[Collected data]
==*==

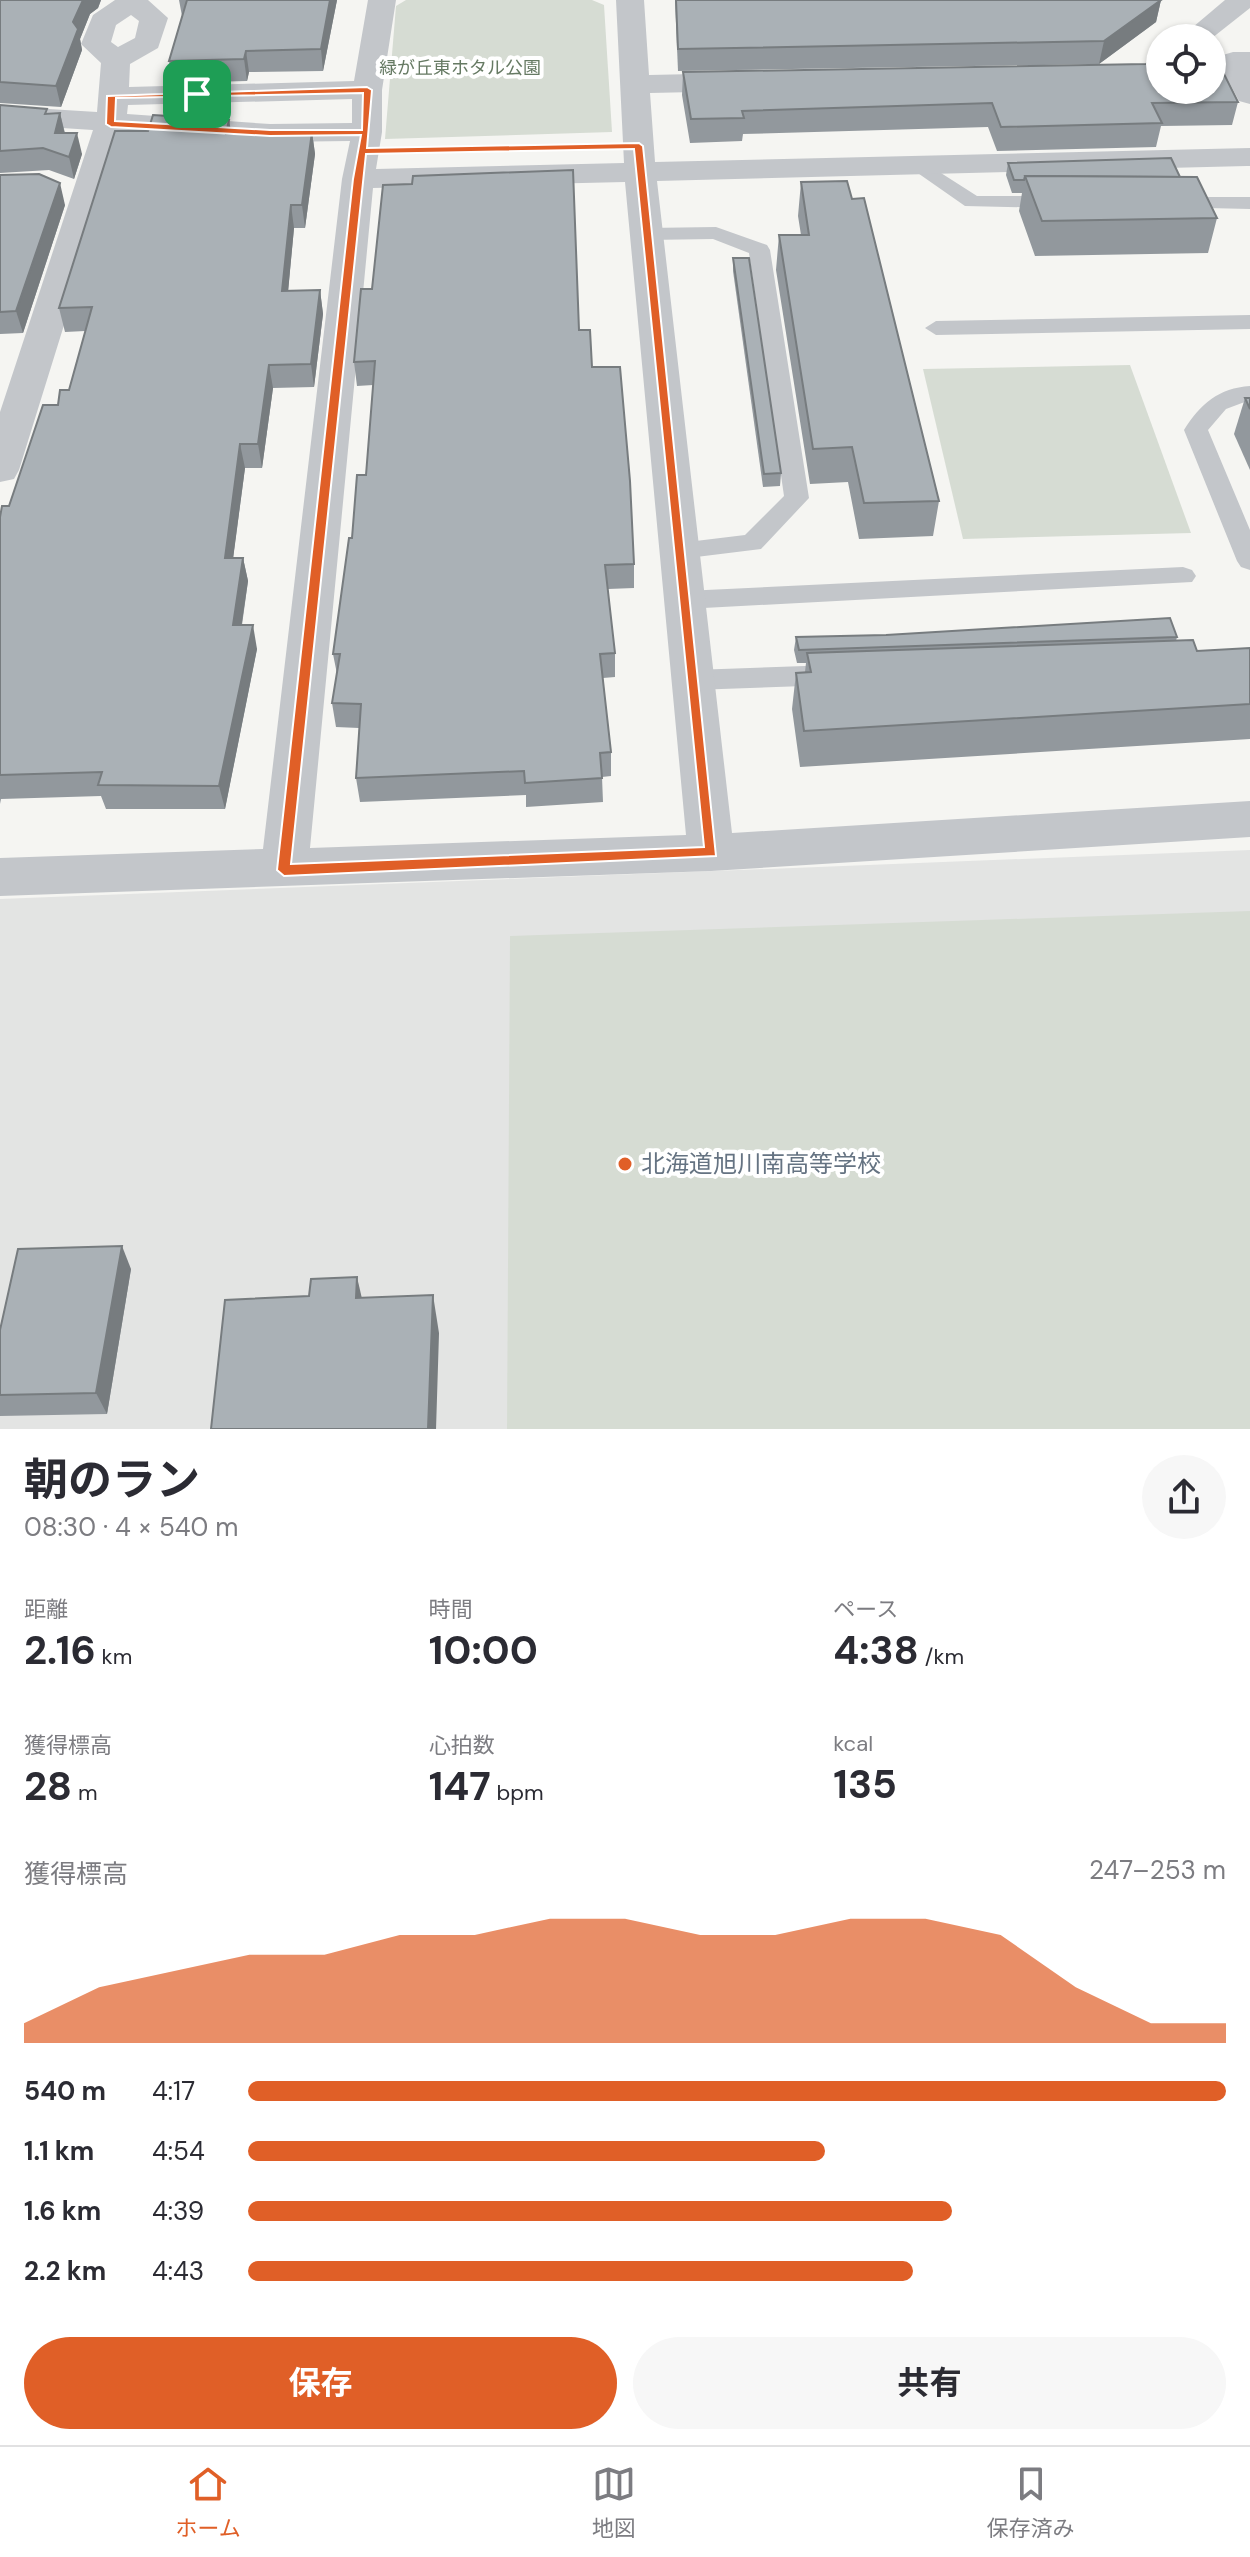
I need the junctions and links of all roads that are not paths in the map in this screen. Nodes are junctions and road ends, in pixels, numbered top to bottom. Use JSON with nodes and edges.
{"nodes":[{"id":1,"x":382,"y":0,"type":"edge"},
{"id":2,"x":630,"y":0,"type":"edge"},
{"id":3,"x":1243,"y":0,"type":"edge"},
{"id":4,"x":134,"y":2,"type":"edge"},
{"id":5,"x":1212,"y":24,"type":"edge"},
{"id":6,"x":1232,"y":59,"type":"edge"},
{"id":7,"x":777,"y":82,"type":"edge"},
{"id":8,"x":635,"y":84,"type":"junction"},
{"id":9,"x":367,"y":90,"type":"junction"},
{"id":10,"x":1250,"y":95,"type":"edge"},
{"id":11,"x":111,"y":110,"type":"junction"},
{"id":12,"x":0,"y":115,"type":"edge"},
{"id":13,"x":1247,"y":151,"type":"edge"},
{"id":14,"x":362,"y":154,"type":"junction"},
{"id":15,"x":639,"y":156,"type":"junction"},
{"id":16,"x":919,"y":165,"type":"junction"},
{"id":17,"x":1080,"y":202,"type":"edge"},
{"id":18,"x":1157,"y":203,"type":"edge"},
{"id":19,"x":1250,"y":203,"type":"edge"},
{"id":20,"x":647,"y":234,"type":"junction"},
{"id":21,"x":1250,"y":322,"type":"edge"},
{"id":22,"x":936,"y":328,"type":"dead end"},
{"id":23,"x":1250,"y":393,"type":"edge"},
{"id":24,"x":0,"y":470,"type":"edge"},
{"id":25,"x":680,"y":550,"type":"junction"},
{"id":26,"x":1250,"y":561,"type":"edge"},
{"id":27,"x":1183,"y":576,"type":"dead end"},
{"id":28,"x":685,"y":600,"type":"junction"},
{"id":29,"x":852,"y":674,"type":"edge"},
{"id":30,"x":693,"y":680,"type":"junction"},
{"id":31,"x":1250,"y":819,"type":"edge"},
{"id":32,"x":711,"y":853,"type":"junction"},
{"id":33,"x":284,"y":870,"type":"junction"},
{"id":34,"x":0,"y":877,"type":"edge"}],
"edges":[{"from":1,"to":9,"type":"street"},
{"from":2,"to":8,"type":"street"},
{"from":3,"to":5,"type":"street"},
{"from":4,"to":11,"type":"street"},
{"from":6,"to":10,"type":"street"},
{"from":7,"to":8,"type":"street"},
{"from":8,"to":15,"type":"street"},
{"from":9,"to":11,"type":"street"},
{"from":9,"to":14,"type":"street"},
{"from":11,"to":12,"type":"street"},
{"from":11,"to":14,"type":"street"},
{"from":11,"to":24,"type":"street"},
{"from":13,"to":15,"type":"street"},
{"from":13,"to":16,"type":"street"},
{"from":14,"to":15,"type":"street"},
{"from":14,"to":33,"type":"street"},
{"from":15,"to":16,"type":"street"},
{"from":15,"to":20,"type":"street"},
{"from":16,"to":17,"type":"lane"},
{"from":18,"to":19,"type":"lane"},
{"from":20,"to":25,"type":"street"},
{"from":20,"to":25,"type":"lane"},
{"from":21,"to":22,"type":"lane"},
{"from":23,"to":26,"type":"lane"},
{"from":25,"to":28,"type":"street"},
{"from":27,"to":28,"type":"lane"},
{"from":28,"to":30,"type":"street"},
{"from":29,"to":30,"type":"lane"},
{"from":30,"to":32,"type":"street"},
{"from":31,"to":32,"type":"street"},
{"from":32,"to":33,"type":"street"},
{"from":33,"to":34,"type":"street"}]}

==*==

→ **WHAT THE TASK REQUIRES**: Each record above should be copied character for character, with pictures dropped.

→ **WRITTEN REPLY**:
I need the junctions and links of all roads that are not paths in the map in this screen. Nodes are junctions and road ends, in pixels, numbered top to bottom. Use JSON with nodes and edges.
{"nodes":[{"id":1,"x":382,"y":0,"type":"edge"},
{"id":2,"x":630,"y":0,"type":"edge"},
{"id":3,"x":1243,"y":0,"type":"edge"},
{"id":4,"x":134,"y":2,"type":"edge"},
{"id":5,"x":1212,"y":24,"type":"edge"},
{"id":6,"x":1232,"y":59,"type":"edge"},
{"id":7,"x":777,"y":82,"type":"edge"},
{"id":8,"x":635,"y":84,"type":"junction"},
{"id":9,"x":367,"y":90,"type":"junction"},
{"id":10,"x":1250,"y":95,"type":"edge"},
{"id":11,"x":111,"y":110,"type":"junction"},
{"id":12,"x":0,"y":115,"type":"edge"},
{"id":13,"x":1247,"y":151,"type":"edge"},
{"id":14,"x":362,"y":154,"type":"junction"},
{"id":15,"x":639,"y":156,"type":"junction"},
{"id":16,"x":919,"y":165,"type":"junction"},
{"id":17,"x":1080,"y":202,"type":"edge"},
{"id":18,"x":1157,"y":203,"type":"edge"},
{"id":19,"x":1250,"y":203,"type":"edge"},
{"id":20,"x":647,"y":234,"type":"junction"},
{"id":21,"x":1250,"y":322,"type":"edge"},
{"id":22,"x":936,"y":328,"type":"dead end"},
{"id":23,"x":1250,"y":393,"type":"edge"},
{"id":24,"x":0,"y":470,"type":"edge"},
{"id":25,"x":680,"y":550,"type":"junction"},
{"id":26,"x":1250,"y":561,"type":"edge"},
{"id":27,"x":1183,"y":576,"type":"dead end"},
{"id":28,"x":685,"y":600,"type":"junction"},
{"id":29,"x":852,"y":674,"type":"edge"},
{"id":30,"x":693,"y":680,"type":"junction"},
{"id":31,"x":1250,"y":819,"type":"edge"},
{"id":32,"x":711,"y":853,"type":"junction"},
{"id":33,"x":284,"y":870,"type":"junction"},
{"id":34,"x":0,"y":877,"type":"edge"}],
"edges":[{"from":1,"to":9,"type":"street"},
{"from":2,"to":8,"type":"street"},
{"from":3,"to":5,"type":"street"},
{"from":4,"to":11,"type":"street"},
{"from":6,"to":10,"type":"street"},
{"from":7,"to":8,"type":"street"},
{"from":8,"to":15,"type":"street"},
{"from":9,"to":11,"type":"street"},
{"from":9,"to":14,"type":"street"},
{"from":11,"to":12,"type":"street"},
{"from":11,"to":14,"type":"street"},
{"from":11,"to":24,"type":"street"},
{"from":13,"to":15,"type":"street"},
{"from":13,"to":16,"type":"street"},
{"from":14,"to":15,"type":"street"},
{"from":14,"to":33,"type":"street"},
{"from":15,"to":16,"type":"street"},
{"from":15,"to":20,"type":"street"},
{"from":16,"to":17,"type":"lane"},
{"from":18,"to":19,"type":"lane"},
{"from":20,"to":25,"type":"street"},
{"from":20,"to":25,"type":"lane"},
{"from":21,"to":22,"type":"lane"},
{"from":23,"to":26,"type":"lane"},
{"from":25,"to":28,"type":"street"},
{"from":27,"to":28,"type":"lane"},
{"from":28,"to":30,"type":"street"},
{"from":29,"to":30,"type":"lane"},
{"from":30,"to":32,"type":"street"},
{"from":31,"to":32,"type":"street"},
{"from":32,"to":33,"type":"street"},
{"from":33,"to":34,"type":"street"}]}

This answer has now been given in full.